According to Sneek, it is important for the islands to feel more involved in Dutch politics and to feel represented in the Netherlands. “Since the transition in 2010, the discontent of some groups of society has increased. One of the reasons is that they don’t feel represented in The Hague. They feel that our interests are not sufficiently served,” he said.
“Dutch politics is a long distance affair for the people on the islands and mostly touches on issues that don’t concern us, but because of the link between the CDA and DP Statia, and my candidacy on the CDA slate, will now make the Christian Democratic representation also our representation in Parliament. People like to vote for someone they know and with my place on the CDA list that will become possible,” said Sneek, who moved to St. Eustatius 30 years ago.
The second reason for the increased discontent has to do with the fact that some people feel as if they are treated as second-class citizens by the Netherlands. The poverty on the islands, the weak local economies and the deficient infrastructure has a lot to do with this. “An inequality is felt in comparison to the people on the other side of the ocean.”
Sneek has committed himself to try making the CDA the largest party in the Caribbean Netherlands. The point of departure is not to be elected into the Second Chamber, which would also be a bit unrealistic considering Sneek’s slot on the CDA slate. “The aim is that we will now have a party that represents us in Parliament, a party that is committed to the islands, a party with whom we can share our concerns,” said Sneek.
There is certainly room for improvement in the relations with the Netherlands. “Not everything is going well. Some people in St. Eustatius say that we are pro-Netherlands, but in fact we are pro-Statia. We are for a stronger voice of the Caribbean Netherlands in the Netherlands, improved relations and stronger, more self-supporting islands.”

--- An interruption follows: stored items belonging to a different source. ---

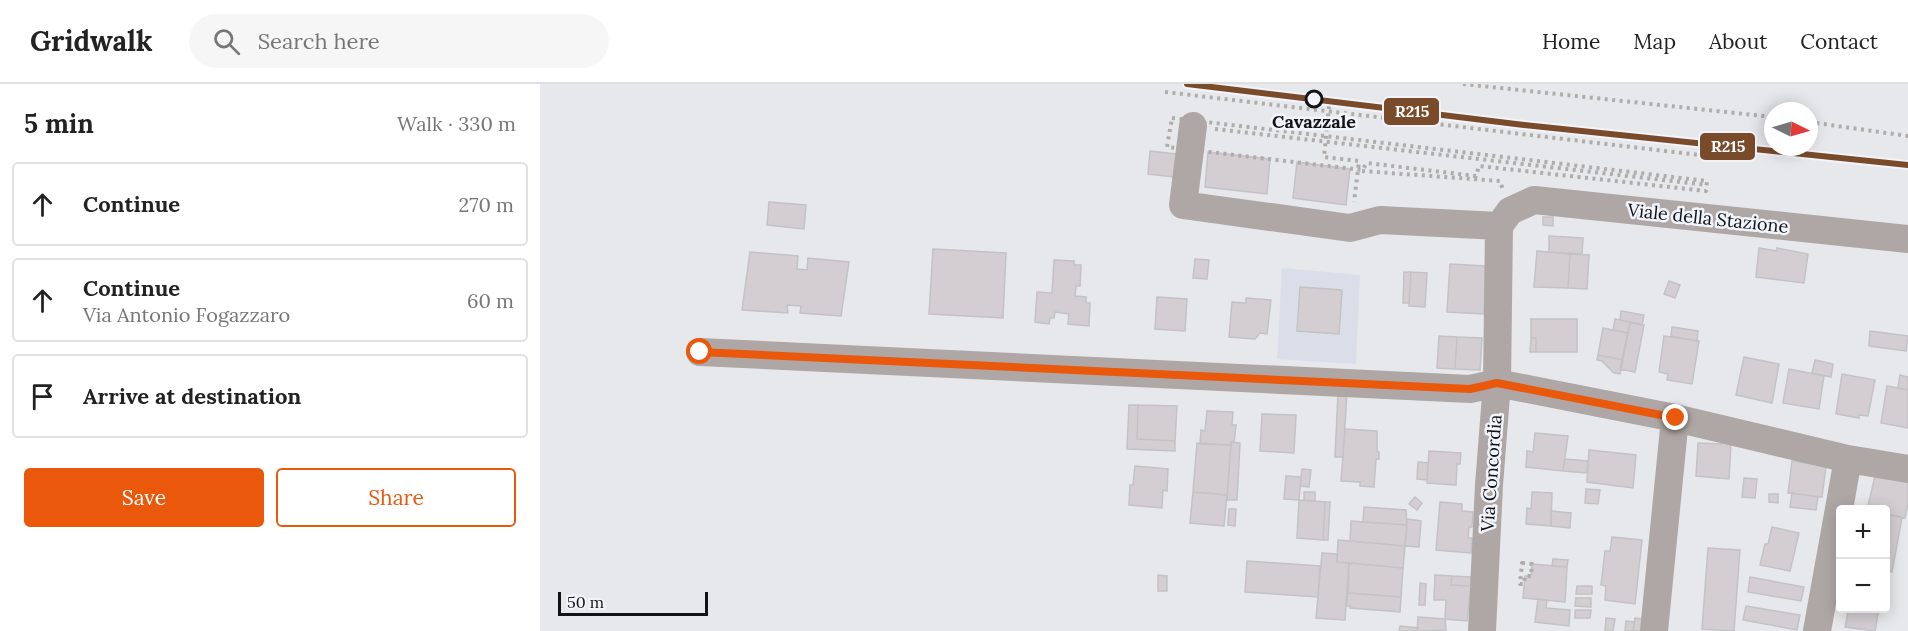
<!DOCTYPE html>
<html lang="en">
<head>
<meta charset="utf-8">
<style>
  :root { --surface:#fff; --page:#f6f6f6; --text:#222; --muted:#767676; --line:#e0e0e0; --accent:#ea580c }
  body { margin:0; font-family:Lora,serif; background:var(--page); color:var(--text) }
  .controls { position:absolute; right:18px; bottom:18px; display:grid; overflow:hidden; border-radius:6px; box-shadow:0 3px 15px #0003 }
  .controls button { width:54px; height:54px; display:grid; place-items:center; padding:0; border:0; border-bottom:2px solid var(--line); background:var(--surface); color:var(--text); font:30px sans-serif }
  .compass { position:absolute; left:1224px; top:18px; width:54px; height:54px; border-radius:50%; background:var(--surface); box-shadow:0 3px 15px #0003; rotate:95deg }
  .scale { position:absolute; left:18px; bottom:15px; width:150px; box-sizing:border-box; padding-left:6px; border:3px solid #121316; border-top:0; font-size:16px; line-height:21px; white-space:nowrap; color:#121316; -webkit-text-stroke:4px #f1f4fb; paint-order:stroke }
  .stop { position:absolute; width:18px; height:18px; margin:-14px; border:4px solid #ea580c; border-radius:50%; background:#fff }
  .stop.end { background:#ea580c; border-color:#fff; box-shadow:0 2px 6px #0008 }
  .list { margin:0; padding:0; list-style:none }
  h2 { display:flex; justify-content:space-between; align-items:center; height:78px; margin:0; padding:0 24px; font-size:26px }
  h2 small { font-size:20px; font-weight:400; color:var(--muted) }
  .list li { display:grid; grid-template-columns:39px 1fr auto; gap:18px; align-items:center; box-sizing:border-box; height:84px; margin:0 12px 12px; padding:0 12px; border:2px solid var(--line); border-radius:6px }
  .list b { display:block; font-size:22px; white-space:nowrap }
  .list p { margin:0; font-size:20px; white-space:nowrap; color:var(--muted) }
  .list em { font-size:20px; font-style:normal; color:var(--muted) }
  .actions { display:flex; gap:12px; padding:18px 24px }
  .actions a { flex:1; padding:14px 0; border:2px solid var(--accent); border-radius:6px; text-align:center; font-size:21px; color:var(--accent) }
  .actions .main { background:var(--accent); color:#fff }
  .icon { flex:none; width:33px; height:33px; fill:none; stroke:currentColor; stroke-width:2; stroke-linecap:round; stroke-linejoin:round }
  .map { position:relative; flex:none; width:1368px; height:547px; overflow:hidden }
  header { display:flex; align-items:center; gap:36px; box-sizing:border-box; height:84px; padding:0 30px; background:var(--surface); border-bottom:2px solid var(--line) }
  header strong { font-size:28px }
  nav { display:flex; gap:33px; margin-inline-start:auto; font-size:21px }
  .search { width:420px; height:54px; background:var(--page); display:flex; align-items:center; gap:15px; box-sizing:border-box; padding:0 21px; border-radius:33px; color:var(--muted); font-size:22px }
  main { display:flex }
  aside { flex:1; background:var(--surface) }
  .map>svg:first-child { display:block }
  .built { fill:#dadee8 }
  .building { fill:#d4ced3; stroke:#c3c2c4; stroke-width:1.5 }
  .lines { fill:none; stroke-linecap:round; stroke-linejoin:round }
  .path { stroke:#b0acaa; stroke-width:4; stroke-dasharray:3 4.5; stroke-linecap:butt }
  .minor { stroke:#afa7a5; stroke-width:28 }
  .rail-1-casing { stroke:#f1f4fb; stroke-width:10 }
  .rail-1 { stroke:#7a4b2a; stroke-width:6 }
  .route { stroke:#ea580c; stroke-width:8 }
  .stop-dot { fill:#f1f4fb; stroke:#121316; stroke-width:3 }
  .labels { text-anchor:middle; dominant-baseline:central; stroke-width:5; stroke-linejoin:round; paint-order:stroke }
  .stop-label { font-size:18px; font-weight:bold; fill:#121316; stroke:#f1f4fb }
  .street-label { font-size:18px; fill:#121316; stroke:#f1f4fb }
  .line-badge { stroke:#f1f4fb; stroke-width:2 }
  .badge-label { font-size:16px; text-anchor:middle; font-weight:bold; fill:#fff }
</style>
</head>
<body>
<header>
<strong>Gridwalk</strong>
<div class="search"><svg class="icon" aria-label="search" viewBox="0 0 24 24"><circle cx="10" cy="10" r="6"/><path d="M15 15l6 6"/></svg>Search here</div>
<nav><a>Home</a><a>Map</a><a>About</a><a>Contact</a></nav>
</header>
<main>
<aside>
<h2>5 min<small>Walk · 330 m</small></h2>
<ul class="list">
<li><svg class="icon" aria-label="ahead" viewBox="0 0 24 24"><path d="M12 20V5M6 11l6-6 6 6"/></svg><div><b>Continue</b></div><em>270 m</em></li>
<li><svg class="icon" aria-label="ahead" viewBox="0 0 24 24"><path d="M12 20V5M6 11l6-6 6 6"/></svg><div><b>Continue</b><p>Via Antonio Fogazzaro</p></div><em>60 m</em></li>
<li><svg class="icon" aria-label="arrive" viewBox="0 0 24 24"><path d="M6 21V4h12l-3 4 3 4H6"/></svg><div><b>Arrive at destination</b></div></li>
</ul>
<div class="actions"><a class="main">Save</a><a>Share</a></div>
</aside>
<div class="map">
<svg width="1368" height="547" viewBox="0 0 1368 547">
  <rect width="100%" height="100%" fill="#e6e8eb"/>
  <path class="built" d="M742 184 820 191 816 280 737 275Z"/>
  <path class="building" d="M610 67 636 70 634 93 608 90Z
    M668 68 730 75 727 110 665 103Z
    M757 78 810 85 806 121 753 114Z
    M229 118 266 121 264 145 227 141Z
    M1003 133H1013V142L1003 141Z
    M1009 152 1043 154 1042 170 1009 168Z
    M1219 164 1237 167V164L1268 170 1264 199 1216 193Z
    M393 165 466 169 463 234 389 230Z
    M997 167 1030 170 1028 204 994 203Z
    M210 168 258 172 257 185 267 186 268 174 309 178 301 232 260 229 261 222 247 221 248 229 202 226Z
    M1030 170 1049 171 1047 205 1028 204Z
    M655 175 669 176 667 195 653 194Z
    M514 176 534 177V181H541L540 202H536L535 212 546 213V219H550L549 242 528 240 529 230 515 228 514 234H510L509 240 495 238 497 208 512 209Z
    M910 180 946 182 944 230 907 228Z
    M864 188H871L869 219H863Z
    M871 188 887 189 885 223 869 222Z
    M1129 197 1140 201 1135 214 1124 210Z
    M760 203 802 206 799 250 757 247Z
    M617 213 647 215 645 247 615 245Z
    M706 214 731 216 727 250 720 249 715 255 689 253 692 218 706 219Z
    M1081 227 1104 231 1102 241 1080 236Z
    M991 235H1037V268H996V254H991Z
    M1075 235 1090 238 1088 249 1073 246Z
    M1090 238 1104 241 1095 288 1080 285Z
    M1132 243 1158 247 1157 257 1131 252Z
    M1063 244 1088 249 1083 276 1058 271Z
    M1330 247 1368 252 1366 267 1329 262Z
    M899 252 917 253 915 285 897 284Z
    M1124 252 1159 257 1152 300 1127 296 1128 290 1119 288Z
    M917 253 942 254 940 286 915 285Z
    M991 254H996V268H990Z
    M1058 271 1083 276 1080 290 1074 289 1062 277 1057 276Z
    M1204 273 1239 280 1232 319 1196 311Z
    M1275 276 1293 280 1291 293 1272 289Z
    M1249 285 1284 292 1279 325 1243 319Z
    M1302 290 1335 296 1328 332 1319 331V334L1296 330Z
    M1360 291 1368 293V306L1358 304Z
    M1347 302 1368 306V344L1341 339Z
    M798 309H807L803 373H795Z
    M589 321H598L597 355 635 357V367L587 365Z
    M598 321 637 322 635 357 597 355Z
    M667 327 693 328 692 341H696L694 359 691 358V361L660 360 661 346 665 347Z
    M722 330 756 331 754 369 720 367Z
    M805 345 837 347V367L839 368V375H836L834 403 820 402V398L801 397Z
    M995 349 1028 352 1023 387 986 383 987 367 993 368Z
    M691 358 700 359 697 416H687Z
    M1182 358 1191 359 1189 395 1156 392 1158 359 1181 360Z
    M657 359 691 361 687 411 653 408Z
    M1049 366 1096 371 1093 404 1047 398Z
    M889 367 921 369 920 380H917L916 401 887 399Z
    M1025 375 1048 377 1047 389 1023 387Z
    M1252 377 1286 382 1282 413 1248 409Z
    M878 378 888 379 887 396 877 395Z
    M595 382 628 385 627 407 623 406 622 424 589 421 590 401H593Z
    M762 385 771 386 769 403 760 402Z
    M746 392 761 393 759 416 744 415Z
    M1335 392 1368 398V419L1365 434 1346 430V426H1327Z
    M1204 394 1217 395 1215 414 1202 413Z
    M1046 405 1060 406 1058 420 1045 419Z
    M653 408 687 411 684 442 650 439Z
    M764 408H775V417L764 416Z
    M992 408 1012 409 1011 442 986 440 987 424 991 425Z
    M1252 409 1278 413 1276 426 1250 423Z
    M1229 410H1238V419L1229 418Z
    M875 413 882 419 877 426 869 420Z
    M759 416 785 418 783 456 757 454Z
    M785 418H790L788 456H783Z
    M900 418 922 420V427L933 428 932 443H929L928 454H932L931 469 896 466Z
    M824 423 866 426 867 441 823 438Z
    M689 425H696L695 442 688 441Z
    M1011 427 1031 429 1030 444 1011 442Z
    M1346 430 1362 433 1352 488 1346 487Z
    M867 435 881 437 879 463 865 462Z
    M811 437 867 441 865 462 810 457Z
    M1232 443 1259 449 1250 487 1220 481 1225 460H1228Z
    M1072 453 1102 456 1095 520 1065 516 1066 502 1061 501 1065 467H1070Z
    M798 456 865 462 863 484 797 478Z
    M1168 464 1200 466 1194 547 1162 545Z
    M782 469 797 470V478L809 479 805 536 776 534Z
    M1013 475 1028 476 1027 483 1012 482Z
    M707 477 780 482 778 513 705 508Z
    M809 479 863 484 861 513 808 509Z
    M992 480 1027 483 1025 518 983 514 985 492H991Z
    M618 491 627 492V507H618Z
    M895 491 912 492 911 501 931 502 927 537 905 535 906 516H894Z
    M912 492 931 493V502L911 501Z
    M1210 493 1264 503 1261 517 1208 508Z
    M880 499 886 500 885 521H879Z
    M1037 502H1052V510H1036Z
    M808 509 861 513 860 528 810 524V522H806Z
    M1036 514H1051V523L1035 522Z
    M998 515 1007 516 1006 524 1030 526 1029 542 995 538Z
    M1206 522 1260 531 1257 546 1203 536Z
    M1309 524H1339L1335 547 1305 543Z
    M1035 526H1051L1050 534H1035Z
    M878 533 905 535 906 546 877 547Z
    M1066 534 1075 535 1073 547H1065Z
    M1095 534 1103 535 1102 547H1093Z
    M1086 537 1094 538 1093 547H1085Z
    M860 542 878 544 877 547H859Z"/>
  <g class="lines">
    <path class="path" d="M923 0 1233 33
      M625 8 1168 72
      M789 22 784 73 819 77 814 118
      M632 34 1167 97 1166 107 939 82 936 92 827 79 822 86 627 63Z
      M1269 38 1368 52
      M675 45 1167 101
      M822 87 960 97 963 106
      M982 479 992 480 991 492H985L984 500H980Z"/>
    <path class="minor" d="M653 42 643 121 810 144 840 136 959 142
      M160 268 930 305 957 299 1135 334 1308 375 1368 385
      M942 547 949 401 957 299 959 142 970 127 994 116 1368 155
      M1114 547 1135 334
      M1277 547 1308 375"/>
    <g class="rail-1-casing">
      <path id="rail-1" d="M647 0 984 41 1368 81"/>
    </g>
    <use href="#rail-1" class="rail-1"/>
  </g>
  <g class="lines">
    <path class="route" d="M160 268 930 305 957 299 1136 334"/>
  </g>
  <circle class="stop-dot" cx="774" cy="15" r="8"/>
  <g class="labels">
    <g class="stop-label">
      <text x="774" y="37">Cavazzale</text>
    </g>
    <g class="street-label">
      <text transform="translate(1168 134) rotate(6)">Viale della Stazione</text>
      <text transform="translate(951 389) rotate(-86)">Via Concordia</text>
    </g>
  </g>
  <g class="line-badge">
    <rect x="843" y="13" width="57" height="29" rx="6" fill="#7a4b2a"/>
    <rect x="1159" y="48" width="57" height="29" rx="6" fill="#7a4b2a"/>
  </g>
  <g class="badge-label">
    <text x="872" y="33">R215</text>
    <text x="1188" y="68">R215</text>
  </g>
</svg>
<div class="controls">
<button>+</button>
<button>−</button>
</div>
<svg class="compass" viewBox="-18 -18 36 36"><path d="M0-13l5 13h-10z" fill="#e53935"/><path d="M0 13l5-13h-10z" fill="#767676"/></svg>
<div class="scale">50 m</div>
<div class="stop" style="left:160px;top:268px"></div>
<div class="stop end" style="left:1136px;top:334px"></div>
</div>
</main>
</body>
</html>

In past elections, the turn-out on the islands has been rather low. Sneek is encouraging people to vote in the upcoming elections. “You have to cast your vote if you want to feel represented. Vote for a party that also serves your interests. I think that the CDA does exactly that.”
The idea of a cooperation between the CDA and DP Statia was born over the summer when CDA Leader Van Haersma Buma visited St. Eustatius. Van Haersma Buma met with Sneek and it was decided to further explore the possibilities for a cooperation.
Sneek was subsequently invited for a meeting in The Hague where he also met with Chairperson of the CDA Board Ruth Peetoom at the CDA party headquarters and with CDA Senator Sofie van Bijsterveld. Since then, there has been an exchange of information which enables the CDA Members of Parliament to get a better view on what is happening on the islands.